-- Records to process follows --

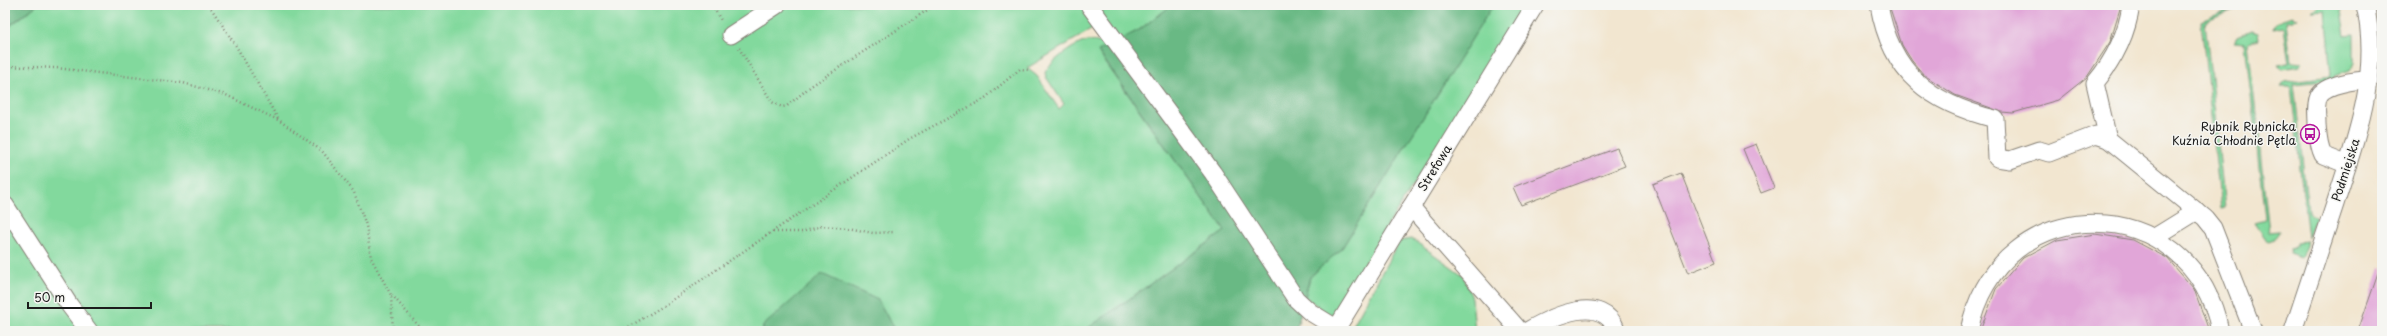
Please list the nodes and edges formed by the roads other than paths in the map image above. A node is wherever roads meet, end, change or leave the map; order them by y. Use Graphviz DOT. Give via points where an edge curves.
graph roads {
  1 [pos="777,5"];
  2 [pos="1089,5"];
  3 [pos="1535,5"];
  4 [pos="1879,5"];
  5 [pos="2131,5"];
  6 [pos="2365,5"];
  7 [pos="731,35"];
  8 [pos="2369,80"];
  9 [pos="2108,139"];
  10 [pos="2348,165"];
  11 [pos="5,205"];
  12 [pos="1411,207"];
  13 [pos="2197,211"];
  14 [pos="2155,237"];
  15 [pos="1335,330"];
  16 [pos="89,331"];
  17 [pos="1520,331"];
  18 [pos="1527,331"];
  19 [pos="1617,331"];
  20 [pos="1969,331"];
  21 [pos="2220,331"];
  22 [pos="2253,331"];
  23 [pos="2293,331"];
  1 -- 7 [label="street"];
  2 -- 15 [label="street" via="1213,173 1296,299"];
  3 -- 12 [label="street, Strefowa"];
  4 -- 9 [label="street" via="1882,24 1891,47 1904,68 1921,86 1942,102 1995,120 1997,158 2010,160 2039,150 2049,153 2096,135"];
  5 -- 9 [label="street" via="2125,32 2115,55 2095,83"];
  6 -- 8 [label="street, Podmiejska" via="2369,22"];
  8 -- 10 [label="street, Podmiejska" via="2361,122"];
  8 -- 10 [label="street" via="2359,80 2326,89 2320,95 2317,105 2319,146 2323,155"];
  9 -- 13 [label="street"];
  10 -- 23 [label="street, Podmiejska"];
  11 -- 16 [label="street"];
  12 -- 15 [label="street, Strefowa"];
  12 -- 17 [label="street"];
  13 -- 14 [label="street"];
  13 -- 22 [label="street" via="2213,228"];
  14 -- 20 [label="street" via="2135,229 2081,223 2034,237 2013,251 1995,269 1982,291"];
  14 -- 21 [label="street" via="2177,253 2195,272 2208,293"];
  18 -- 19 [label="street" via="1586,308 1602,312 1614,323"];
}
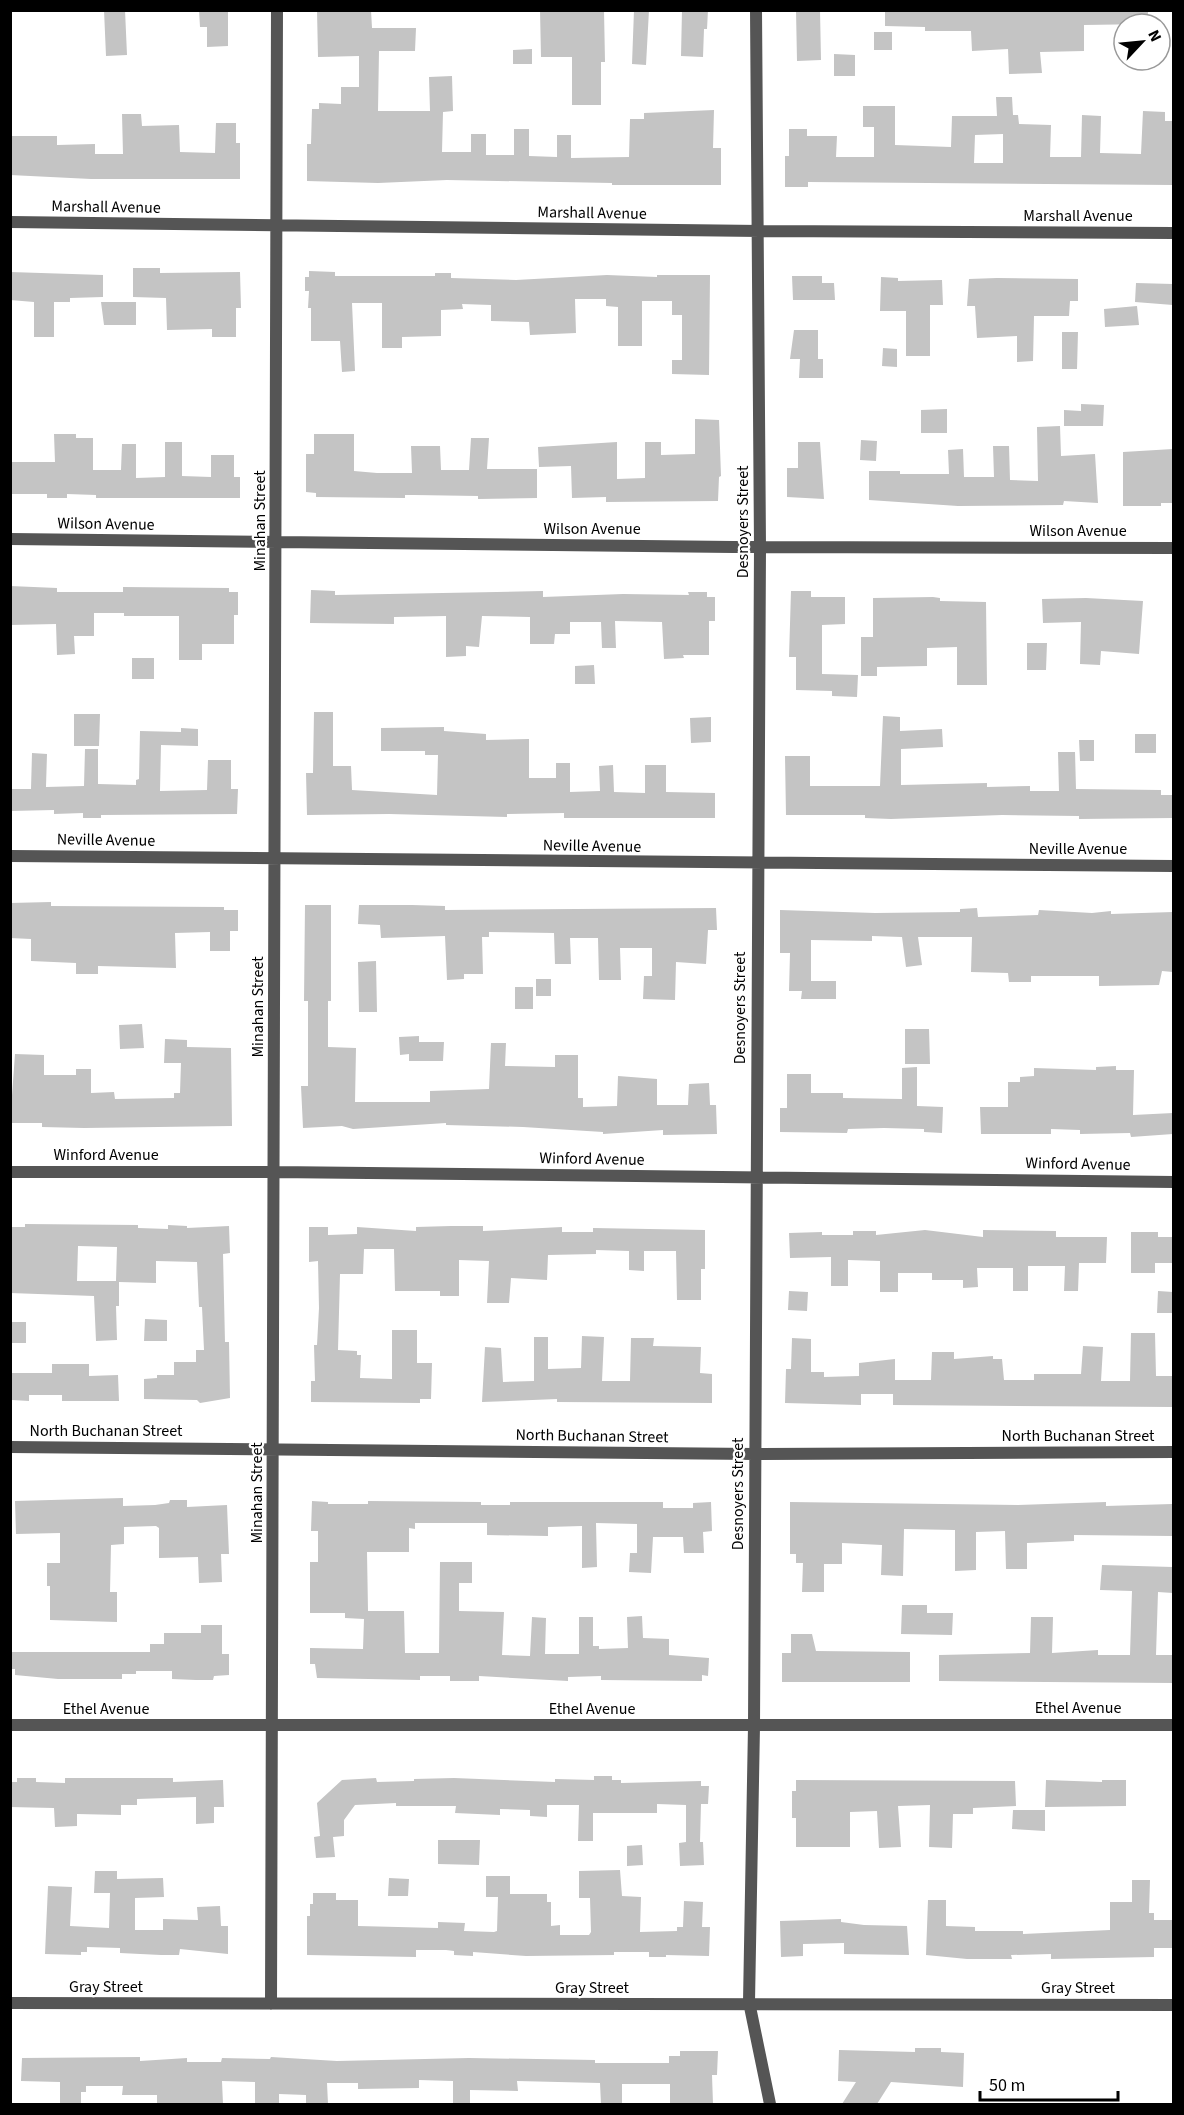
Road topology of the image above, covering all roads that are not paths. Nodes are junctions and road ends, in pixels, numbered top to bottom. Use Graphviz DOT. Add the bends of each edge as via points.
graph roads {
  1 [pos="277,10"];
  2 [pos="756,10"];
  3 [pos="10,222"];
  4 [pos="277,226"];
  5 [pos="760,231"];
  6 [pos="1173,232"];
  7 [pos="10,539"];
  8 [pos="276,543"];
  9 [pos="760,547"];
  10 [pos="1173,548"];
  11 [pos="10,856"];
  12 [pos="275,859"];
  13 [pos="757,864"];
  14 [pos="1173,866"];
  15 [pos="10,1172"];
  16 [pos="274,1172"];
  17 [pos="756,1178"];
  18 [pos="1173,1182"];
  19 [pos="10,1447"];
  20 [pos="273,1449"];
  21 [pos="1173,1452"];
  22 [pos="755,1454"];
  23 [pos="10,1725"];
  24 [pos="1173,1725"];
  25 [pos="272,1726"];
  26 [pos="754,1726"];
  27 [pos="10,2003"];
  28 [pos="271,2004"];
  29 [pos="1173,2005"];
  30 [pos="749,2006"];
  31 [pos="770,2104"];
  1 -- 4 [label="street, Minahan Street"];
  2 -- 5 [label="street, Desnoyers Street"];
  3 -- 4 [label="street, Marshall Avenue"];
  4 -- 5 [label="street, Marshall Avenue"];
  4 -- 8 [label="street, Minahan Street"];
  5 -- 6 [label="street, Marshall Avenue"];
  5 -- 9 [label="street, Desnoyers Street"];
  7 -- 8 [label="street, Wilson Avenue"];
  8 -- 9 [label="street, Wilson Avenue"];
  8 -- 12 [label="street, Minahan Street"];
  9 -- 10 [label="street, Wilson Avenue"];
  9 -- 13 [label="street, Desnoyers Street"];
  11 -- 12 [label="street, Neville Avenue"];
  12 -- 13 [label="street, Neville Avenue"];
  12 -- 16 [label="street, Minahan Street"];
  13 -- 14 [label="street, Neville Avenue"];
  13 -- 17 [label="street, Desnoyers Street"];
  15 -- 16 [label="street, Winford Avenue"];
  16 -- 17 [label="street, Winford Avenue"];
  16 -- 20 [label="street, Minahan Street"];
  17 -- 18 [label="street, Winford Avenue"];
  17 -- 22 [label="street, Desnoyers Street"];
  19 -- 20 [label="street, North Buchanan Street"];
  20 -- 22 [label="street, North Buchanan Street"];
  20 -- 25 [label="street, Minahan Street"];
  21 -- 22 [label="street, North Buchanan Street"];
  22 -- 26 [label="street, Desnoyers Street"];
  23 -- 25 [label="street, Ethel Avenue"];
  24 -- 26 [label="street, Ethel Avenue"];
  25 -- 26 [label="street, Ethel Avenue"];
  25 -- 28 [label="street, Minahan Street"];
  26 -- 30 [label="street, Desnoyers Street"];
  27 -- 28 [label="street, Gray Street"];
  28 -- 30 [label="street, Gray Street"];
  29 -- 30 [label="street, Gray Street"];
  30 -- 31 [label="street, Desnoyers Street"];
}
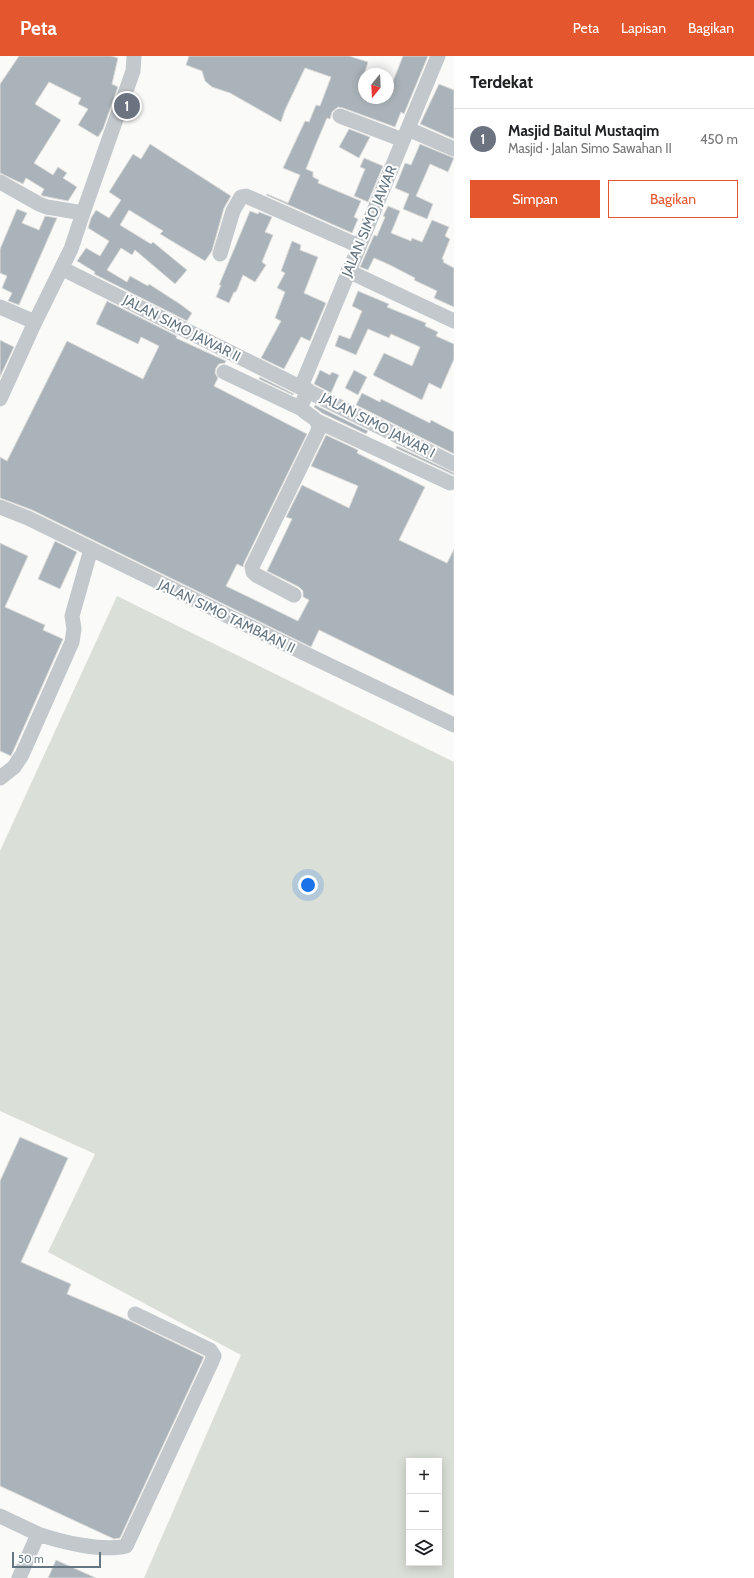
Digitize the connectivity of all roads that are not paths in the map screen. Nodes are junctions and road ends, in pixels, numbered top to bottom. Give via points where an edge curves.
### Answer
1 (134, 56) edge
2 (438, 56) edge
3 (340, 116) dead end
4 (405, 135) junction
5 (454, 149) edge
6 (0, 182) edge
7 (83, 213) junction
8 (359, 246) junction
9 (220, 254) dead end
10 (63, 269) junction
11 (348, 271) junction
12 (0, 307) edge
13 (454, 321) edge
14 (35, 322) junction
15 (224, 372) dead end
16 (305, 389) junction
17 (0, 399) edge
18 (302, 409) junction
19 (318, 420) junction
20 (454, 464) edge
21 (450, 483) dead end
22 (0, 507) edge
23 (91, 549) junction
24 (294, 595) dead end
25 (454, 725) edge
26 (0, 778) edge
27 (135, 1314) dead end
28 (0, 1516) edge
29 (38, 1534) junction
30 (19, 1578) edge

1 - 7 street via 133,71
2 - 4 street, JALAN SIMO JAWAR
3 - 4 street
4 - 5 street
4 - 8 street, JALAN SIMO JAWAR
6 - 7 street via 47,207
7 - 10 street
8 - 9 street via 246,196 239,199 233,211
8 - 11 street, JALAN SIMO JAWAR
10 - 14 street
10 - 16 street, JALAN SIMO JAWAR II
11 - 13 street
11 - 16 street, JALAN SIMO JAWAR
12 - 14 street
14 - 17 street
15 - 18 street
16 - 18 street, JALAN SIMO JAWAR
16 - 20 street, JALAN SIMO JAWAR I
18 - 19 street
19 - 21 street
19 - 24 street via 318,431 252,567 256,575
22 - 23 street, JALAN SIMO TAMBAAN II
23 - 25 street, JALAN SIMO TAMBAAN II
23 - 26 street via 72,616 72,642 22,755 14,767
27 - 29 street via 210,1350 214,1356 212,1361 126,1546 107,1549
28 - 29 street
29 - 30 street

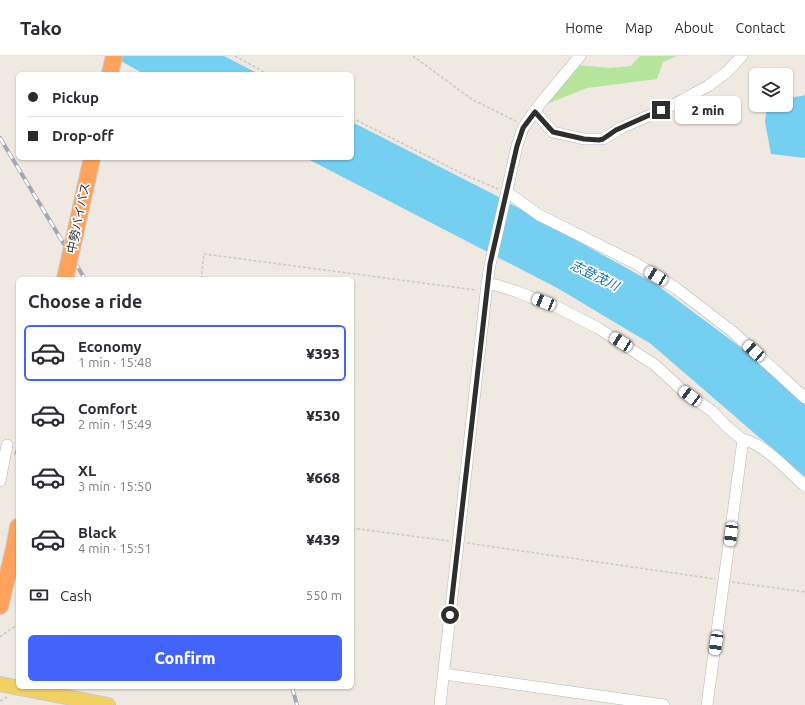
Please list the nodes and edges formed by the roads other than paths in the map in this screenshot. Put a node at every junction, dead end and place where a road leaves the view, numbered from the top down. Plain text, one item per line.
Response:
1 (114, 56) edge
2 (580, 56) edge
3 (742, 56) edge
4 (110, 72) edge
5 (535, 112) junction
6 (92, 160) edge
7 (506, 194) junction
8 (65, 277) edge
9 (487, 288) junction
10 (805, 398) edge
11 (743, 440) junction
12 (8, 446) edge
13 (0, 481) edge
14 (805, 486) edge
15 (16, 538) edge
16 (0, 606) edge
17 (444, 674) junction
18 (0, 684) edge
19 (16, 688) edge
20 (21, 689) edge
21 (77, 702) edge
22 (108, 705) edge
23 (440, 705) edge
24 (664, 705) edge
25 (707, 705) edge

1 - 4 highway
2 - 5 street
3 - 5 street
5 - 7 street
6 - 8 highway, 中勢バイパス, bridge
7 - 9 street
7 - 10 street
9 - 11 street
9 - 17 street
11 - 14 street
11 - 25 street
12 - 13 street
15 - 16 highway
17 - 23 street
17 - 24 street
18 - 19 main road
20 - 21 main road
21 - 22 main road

-- Records to process concluded --

What you have to do:
The lines to return are those in the records above that hold the word "other".

Written response:
Please list the nodes and edges formed by the roads other than paths in the map image above. A node is wherever roads meet, end, change or leave the map; order them by y. Use Graphviz DOT. Give via points where an edge curves.
Please list the nodes and edges formed by the roads other than paths in the map in this screenshot. Put a node at every junction, dead end and place where a road leaves the view, numbered from the top down. Plain text, one item per line.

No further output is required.